La menace de sanctions économiques
Une menace plus grande encore se pointe avec le risque de la suspension du Cambodge de l’accès au marché européen dans le cadre du projet EBA (Everything but arms – « Tout sauf les armes »), un programme commercial entre l’Union européenne et les pays les moins développés. EBA permet au Cambodge d’exporter ses produits sans taxes aux pays européens. Après plusieurs avertissements, la commissaire européenne au commerce, Cecilia Malmstrom, a annoncé en octobre que l’Union européenne avait commencé à exclure le Cambodge du projet EBA. Cecilia a déclaré que cette décision était une réponse au manque de respect des droits de l’homme et de la démocratie dans le pays. L’année dernière, le parti du Premier ministre Hun Sen a remporté tous les sièges du parlement dans des élections nationales controversées. « Notre dernière mission dans le pays a constaté des violations sérieuses de la liberté d’expression, des droits du travail et de la liberté d’association. Sans oublier les problèmes de longue date portant sur les droits des travailleurs et les expropriations. » Suspendre le Cambodge de l’EBA pourrait être catastrophique. Les entreprises du textile, qui fournissent de grandes marques comme H&M, Adidas, Nike, C&E et Puma, emploient plus de 700 000 Cambodgiens. L’Europe est de loin le premier marché visé par les exportations cambodgiennes. La perte des avantages liés à l’EBA risquerait d’éloigner les marques des usines cambodgiennes. Une étude récente de l’Institut européen pour les études asiatiques estime que près de 250 000 ouvriers risquent de perdre leur travail si le Cambodge est exclu de l’EBA. L’étude avertit du risque d’une aggravation de la pauvreté dans le pays.

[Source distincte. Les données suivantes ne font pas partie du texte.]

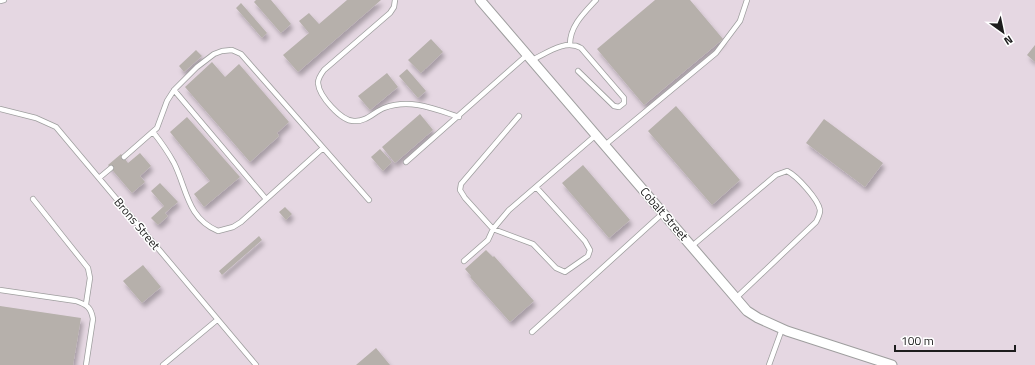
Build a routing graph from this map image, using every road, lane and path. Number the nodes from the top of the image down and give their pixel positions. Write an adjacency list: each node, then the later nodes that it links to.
1 (4, 0): 5 (lane)
2 (395, 0): 13 (lane)
3 (596, 0): 7 (lane)
4 (747, 0): 16 (lane)
5 (0, 1)
6 (484, 2): 8 (street, Cobalt Street)
7 (570, 44): 8 (lane); 9 (lane)
8 (530, 58): 13 (lane); 15 (street, Cobalt Street)
9 (578, 71)
10 (174, 90): 14 (lane); 17 (lane); 24 (lane)
11 (0, 109): 21 (lane, Brons Street)
12 (519, 116): 27 (lane)
13 (459, 117): 19 (lane)
14 (153, 132): 18 (lane); 24 (lane)
15 (596, 135): 16 (street, Cobalt Street); 22 (lane)
16 (605, 145): 26 (street, Cobalt Street)
17 (323, 148): 24 (lane); 25 (lane)
18 (124, 157)
19 (406, 162)
20 (111, 168): 21 (lane)
21 (99, 178): 33 (lane, Brons Street)
22 (536, 187): 27 (lane); 27 (lane)
23 (33, 199): 32 (lane)
24 (266, 199)
25 (369, 200)
26 (664, 213): 28 (street, Cobalt Street); 35 (lane)
27 (493, 229): 29 (lane)
28 (692, 246): 31 (street, Cobalt Street); 31 (lane)
29 (464, 261)
30 (0, 290): 32 (lane)
31 (736, 298): 34 (street, Cobalt Street)
32 (86, 304): 36 (lane)
33 (217, 320): 37 (lane); 38 (lane, Brons Street)
34 (782, 329): 39 (lane); 40 (street, Cobalt Street)
35 (532, 332)
36 (86, 365)
37 (163, 365)
38 (256, 365)
39 (769, 365)
40 (892, 365)

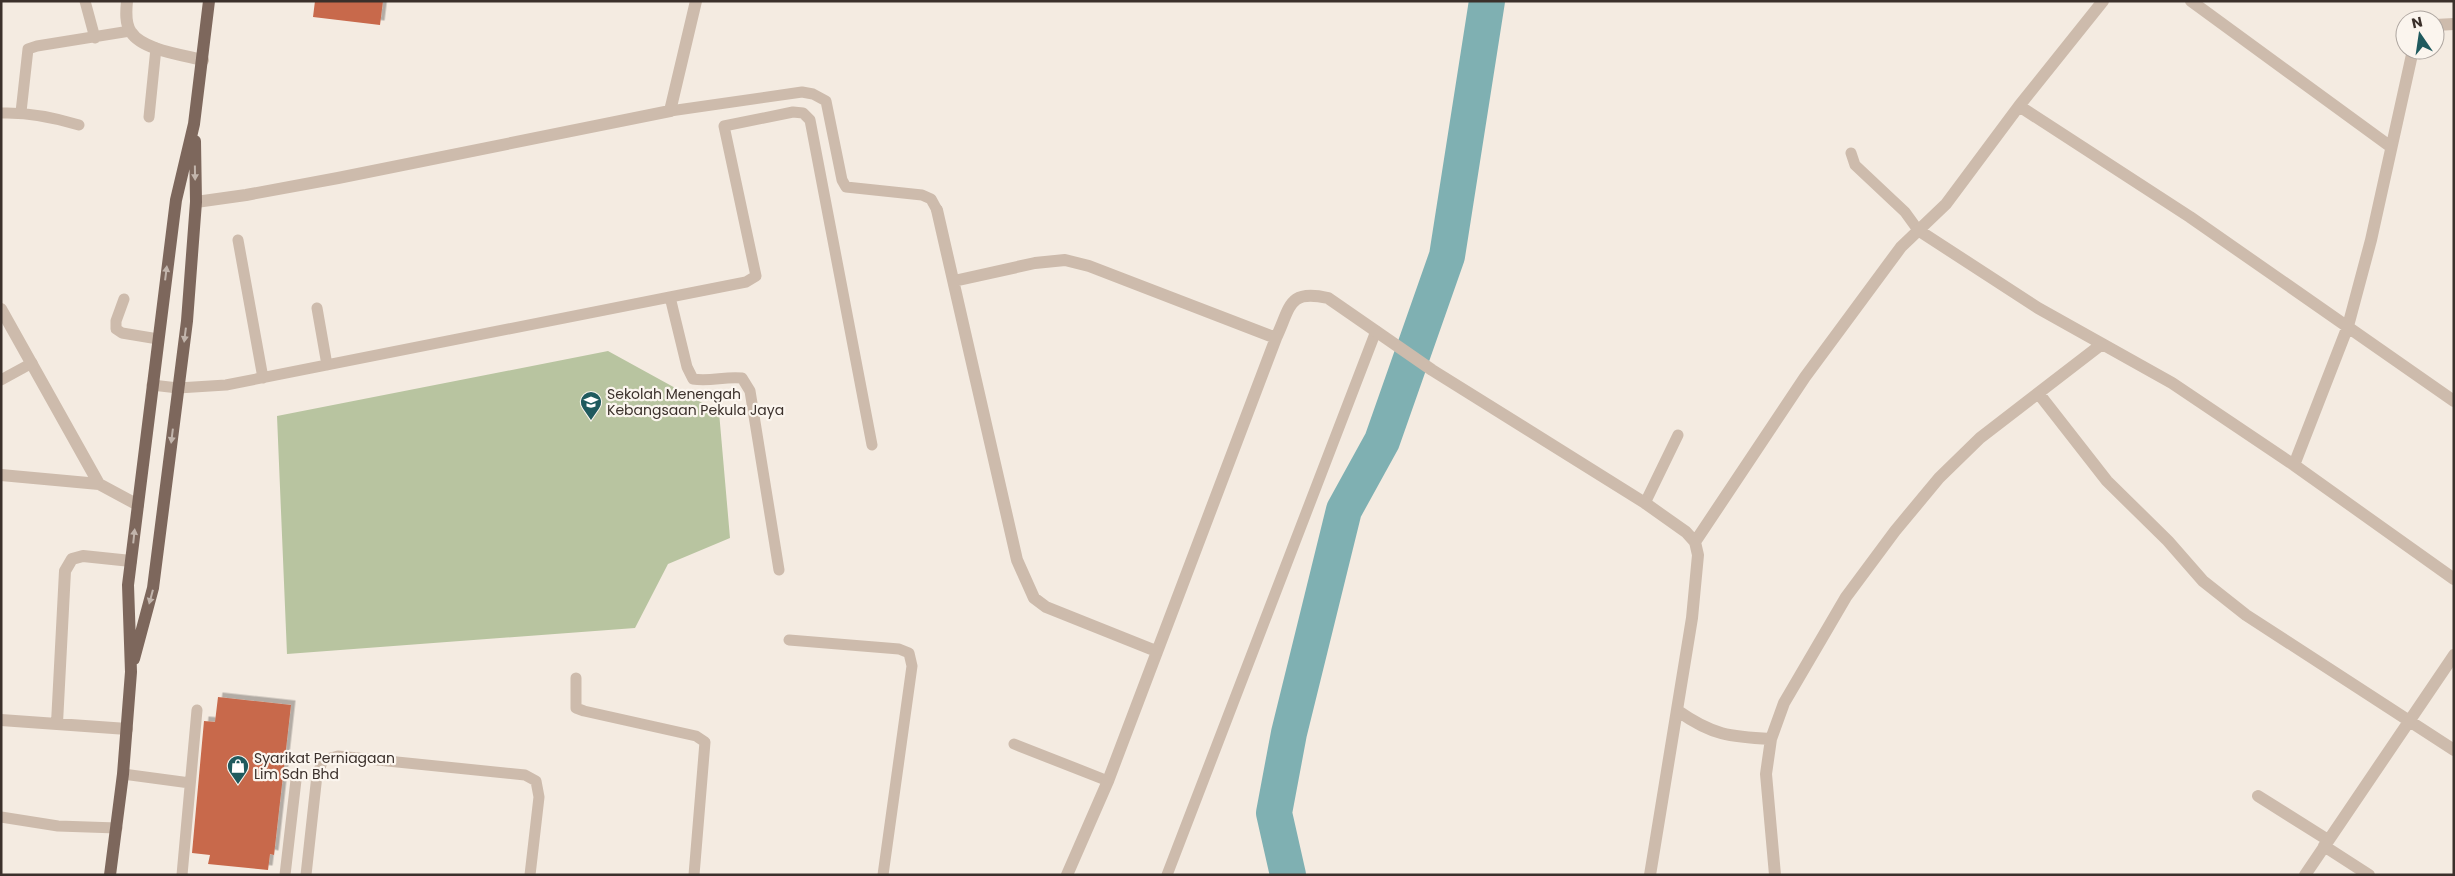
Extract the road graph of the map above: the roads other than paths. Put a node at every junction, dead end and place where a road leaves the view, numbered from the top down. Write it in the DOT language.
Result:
graph roads {
  1 [pos="85,1"];
  2 [pos="127,1"];
  3 [pos="209,1"];
  4 [pos="696,1"];
  5 [pos="2103,1"];
  6 [pos="2191,1"];
  7 [pos="130,31"];
  8 [pos="95,38"];
  9 [pos="156,48"];
  10 [pos="203,60"];
  11 [pos="2411,60"];
  12 [pos="2019,106"];
  13 [pos="670,111"];
  14 [pos="21,112"];
  15 [pos="1,113"];
  16 [pos="149,117"];
  17 [pos="194,124"];
  18 [pos="79,125"];
  19 [pos="2391,147"];
  20 [pos="1851,153"];
  21 [pos="196,202"];
  22 [pos="936,210"];
  23 [pos="1918,230"];
  24 [pos="238,240"];
  25 [pos="954,281"];
  26 [pos="670,297"];
  27 [pos="124,299"];
  28 [pos="317,308"];
  29 [pos="1,309"];
  30 [pos="2348,326"];
  31 [pos="1376,331"];
  32 [pos="1276,338"];
  33 [pos="158,339"];
  34 [pos="2102,344"];
  35 [pos="32,363"];
  36 [pos="327,365"];
  37 [pos="263,378"];
  38 [pos="1,380"];
  39 [pos="152,386"];
  40 [pos="178,388"];
  41 [pos="2039,394"];
  42 [pos="2454,401"];
  43 [pos="1678,434"];
  44 [pos="872,445"];
  45 [pos="2294,464"];
  46 [pos="1,475"];
  47 [pos="99,484"];
  48 [pos="1645,503"];
  49 [pos="138,504"];
  50 [pos="1695,542"];
  51 [pos="131,561"];
  52 [pos="780,570"];
  53 [pos="2454,579"];
  54 [pos="789,640"];
  55 [pos="1156,651"];
  56 [pos="2454,655"];
  57 [pos="131,672"];
  58 [pos="576,678"];
  59 [pos="198,710"];
  60 [pos="1678,711"];
  61 [pos="1,720"];
  62 [pos="2409,721"];
  63 [pos="57,723"];
  64 [pos="127,729"];
  65 [pos="1771,739"];
  66 [pos="1014,744"];
  67 [pos="2454,750"];
  68 [pos="123,774"];
  69 [pos="296,780"];
  70 [pos="1108,780"];
  71 [pos="190,783"];
  72 [pos="2258,796"];
  73 [pos="1,817"];
  74 [pos="117,828"];
  75 [pos="2326,843"];
  76 [pos="110,875"];
  77 [pos="182,875"];
  78 [pos="285,875"];
  79 [pos="306,875"];
  80 [pos="530,875"];
  81 [pos="694,875"];
  82 [pos="883,875"];
  83 [pos="1067,875"];
  84 [pos="1166,875"];
  85 [pos="1650,875"];
  86 [pos="1775,875"];
  87 [pos="2305,875"];
  88 [pos="2369,875"];
  1 -- 8 [label="lane"];
  2 -- 7 [label="street"];
  3 -- 10 [label="main road"];
  4 -- 13 [label="street"];
  5 -- 12 [label="street"];
  6 -- 19 [label="street"];
  7 -- 8 [label="lane"];
  7 -- 9 [label="street"];
  8 -- 14 [label="lane"];
  9 -- 10 [label="street"];
  9 -- 16 [label="lane"];
  10 -- 17 [label="main road"];
  11 -- 19 [label="street"];
  12 -- 23 [label="street"];
  12 -- 30 [label="street"];
  13 -- 21 [label="street"];
  13 -- 22 [label="lane"];
  14 -- 15 [label="lane"];
  14 -- 18 [label="lane"];
  17 -- 21 [label="main road, one-way"];
  33 -- 17 [label="main road, one-way"];
  19 -- 30 [label="street"];
  20 -- 23 [label="lane"];
  21 -- 40 [label="main road, one-way"];
  22 -- 25 [label="street"];
  23 -- 34 [label="street"];
  23 -- 50 [label="street"];
  24 -- 37 [label="lane"];
  25 -- 32 [label="street"];
  25 -- 55 [label="street"];
  26 -- 36 [label="lane"];
  26 -- 44 [label="lane"];
  26 -- 52 [label="lane"];
  27 -- 33 [label="lane"];
  28 -- 36 [label="lane"];
  29 -- 35 [label="street"];
  30 -- 42 [label="street"];
  30 -- 45 [label="street"];
  31 -- 32 [label="street"];
  31 -- 48 [label="street"];
  31 -- 84 [label="lane"];
  32 -- 55 [label="street"];
  33 -- 39 [label="main road"];
  34 -- 41 [label="street"];
  34 -- 45 [label="street"];
  35 -- 38 [label="lane"];
  35 -- 47 [label="street"];
  36 -- 37 [label="lane"];
  37 -- 40 [label="lane"];
  39 -- 40 [label="lane"];
  39 -- 49 [label="main road"];
  40 -- 57 [label="main road, one-way"];
  41 -- 62 [label="street"];
  41 -- 65 [label="street"];
  43 -- 48 [label="lane"];
  45 -- 53 [label="street"];
  46 -- 47 [label="street"];
  47 -- 49 [label="street"];
  48 -- 50 [label="street"];
  51 -- 49 [label="main road, one-way"];
  50 -- 60 [label="street"];
  51 -- 57 [label="main road"];
  51 -- 63 [label="street"];
  54 -- 82 [label="lane"];
  55 -- 70 [label="street"];
  56 -- 62 [label="street"];
  57 -- 64 [label="main road"];
  58 -- 81 [label="lane"];
  59 -- 71 [label="lane"];
  60 -- 65 [label="street"];
  60 -- 85 [label="street"];
  61 -- 63 [label="street"];
  62 -- 67 [label="street"];
  62 -- 75 [label="street"];
  63 -- 64 [label="street"];
  64 -- 68 [label="main road"];
  65 -- 86 [label="street"];
  66 -- 70 [label="lane"];
  68 -- 71 [label="lane"];
  68 -- 74 [label="main road"];
  69 -- 78 [label="lane"];
  70 -- 83 [label="street"];
  71 -- 77 [label="lane"];
  72 -- 75 [label="street"];
  73 -- 74 [label="lane"];
  74 -- 76 [label="main road"];
  75 -- 87 [label="street"];
  75 -- 88 [label="street"];
  79 -- 80 [label="lane"];
}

Bien que la suspension en question ne soit pas prévue avant 2020, les ouvriers craignent déjà ses conséquences. « Cela nous inquiète beaucoup », confie Doung Tola. « Dans mon usine, il y a déjà moins de commandes qu’avant. Cela touchera beaucoup de monde et tous ceux qui profitent de l’industrie du textile indirectement, comme les commerces alimentaires, les restaurants, les boutiques et les propriétaires. » Sok Eng, dont l’usine fournit des produits à H&M, partage ces inquiétudes : « Je pense que cela nous affecterait durement. Mais j’ai peur d’être viré si j’en parle à mes collègues. » Khun Tharo, de l’ONG Central, a déjà alerté des risques d’une suspension du Cambodge de l’EBA. « Cela conduirait probablement à des troubles similaires à ce que l’on a connu avec la crise mondiale économique de 2008, qui avait frappé toute l’industrie. À l’époque, des usines avaient été forcées de fermer et des ouvriers étaient descendus dans la rue afin de demander des compensations. » À l’origine, le gouvernement cambodgien a commencé par déclarer qu’il n’y avait pas lieu de s’inquiéter. Mais depuis, il a changé de ton et appliqué des réformes qui sont sans doute destinées à améliorer les relations avec l’Union européenne, comme accorder plus de liberté aux opposants politiques. Ken Loo, secrétaire général de l’Association des producteurs de textile au Cambodge (Garment Manufacturers Association in Cambodia), pense que le pays a encore le temps de s’adapter. « Même si l’Union européenne décide d’exclure le Cambodge de l’EBA, nous avons encore au moins vingt mois devant nous. Nous devrions utiliser ce temps pour nous préparer. Si nous sommes suffisamment prêts, ce ne sera pas la fin du monde », soutient-il.